Gut ein Jahr ist es her, dass die ersten Coronavirus-Fälle in der chinesischen Metropole Wuhan bekannt geworden sind. Zunächst war die neuartige Krankheit ein Rätsel. Mittlerweile wissen Mediziner und Forscherinnen immer mehr darüber, was das Virus im Körper anrichtet – auch lange Zeit, nachdem die Infektion abgeklungen ist.
Eine Studie mit einigen der ersten Covid-19-Patienten aus Wuhan hat nun gezeigt: Mehr als drei Viertel von ihnen weisen auch noch ein halbes Jahr nach ihrer Erkrankung mindestens ein Symptom auf.
Schon länger ist bekannt, dass offenbar ein relevanter Teil der Infizierten – auch mit milden Verläufen – noch Wochen und Monate Beschwerden hat. Es gibt sogar bereits einen Namen dafür: Long Covid. Auch junge und körperlich fitte Menschen berichten teilweise von lang anhaltenden Beschwerden nach einer Infektion.
Die Studie der chinesischen Forscher ist allerdings die erste Untersuchung, die sich über einen Zeitraum von sechs Monaten mit einer großen Anzahl von Patientinnen und Patienten befasst hat, sie wurde in der Fachzeitschrift »The Lancet« veröffentlicht. Die Forscher haben 1733 Patientinnen und Patienten aus Wuhan von Anfang Januar bis Ende Mai 2020 beobachtet, alle waren wegen eines schweren Verlaufs von Covid-19 im Krankenhaus behandelt worden. Die Teilnehmenden waren im Mittel 57 Jahre alt, weitere Folgeuntersuchungen fanden im Juni und September statt.
Die Forscher fanden heraus, dass 76 Prozent der Genesenen noch sechs Monate nach der Infektion mindestens ein Symptom aufwiesen:
Die meisten litten unter Müdigkeit oder Muskelschwäche (63 Prozent)
rund ein Viertel unter Schlafstörungen (26 Prozent)
23 Prozent der Genesenen litten ein halbes Jahr nach der Erkrankung an Depressionen oder Angststörungen
Von den Patientinnen und Patienten mit schwerem Verlauf war bei einigen auch nach sechs Monaten die Lungenfunktion noch beeinträchtigt: Auf Bildern der Lunge fanden Ärzte Anomalien, die laut den Studienautoren auf Schädigungen des Organs hindeuten könnten.

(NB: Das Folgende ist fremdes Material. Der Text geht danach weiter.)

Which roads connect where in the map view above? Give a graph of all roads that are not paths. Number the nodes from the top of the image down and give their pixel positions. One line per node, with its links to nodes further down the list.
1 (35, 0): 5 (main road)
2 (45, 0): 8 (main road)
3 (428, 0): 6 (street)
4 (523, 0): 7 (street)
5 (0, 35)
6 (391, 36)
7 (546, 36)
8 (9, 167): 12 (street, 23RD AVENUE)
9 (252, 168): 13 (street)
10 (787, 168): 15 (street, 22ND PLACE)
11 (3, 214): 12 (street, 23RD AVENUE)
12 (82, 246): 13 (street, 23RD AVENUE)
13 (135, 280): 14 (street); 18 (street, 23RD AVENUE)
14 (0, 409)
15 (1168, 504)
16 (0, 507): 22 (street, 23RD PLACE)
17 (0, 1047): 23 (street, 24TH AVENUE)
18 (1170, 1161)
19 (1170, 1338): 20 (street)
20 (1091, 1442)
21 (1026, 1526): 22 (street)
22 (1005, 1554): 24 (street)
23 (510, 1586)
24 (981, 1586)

Die Patientinnen und Patienten, die einen schwereren Verlauf der Erkrankung hatten, zeigten der Studie zufolge häufig eine verminderte Lungenfunktion. Wobei 56 Prozent jener Infizierten, die beatmet werden mussten, eine Diffusionsstörung aufwiesen – ein verringerter Sauerstofffluss von der Lunge zum Blutkreislauf. 29 Prozent dieser Patienten schnitten außerdem unterdurchschnittlich schlecht in einem Test ab, bei dem sie sechs Minuten gehen mussten.
Weiterhin fanden die Autoren heraus, dass einige Patientinnen und Patienten nach der Entlassung Nierenprobleme entwickelten. Neben der Lunge wirkt sich Covid-19 bekanntermaßen auch auf andere Organe aus, einschließlich der Niere. Labortests ergaben, dass 13 Prozent der untersuchten Patientinnen und Patienten, deren Nierenfunktion im Krankenhaus normal war, bei der Nachuntersuchung eine verminderte Nierenfunktion hatten.
Die Forscher untersuchten bei den ehemaligen Patienten auch die Antikörper gegen Sars-CoV-2. Dabei fanden sie heraus, dass bei 94 Teilnehmenden, bei denen die Immunantwort zum Höhepunkt ihrer Erkrankung getestet worden war, die Konzentration der Antikörper nach einem halben Jahr um mehr als die Hälfte (52,5 Prozent) gesunken war.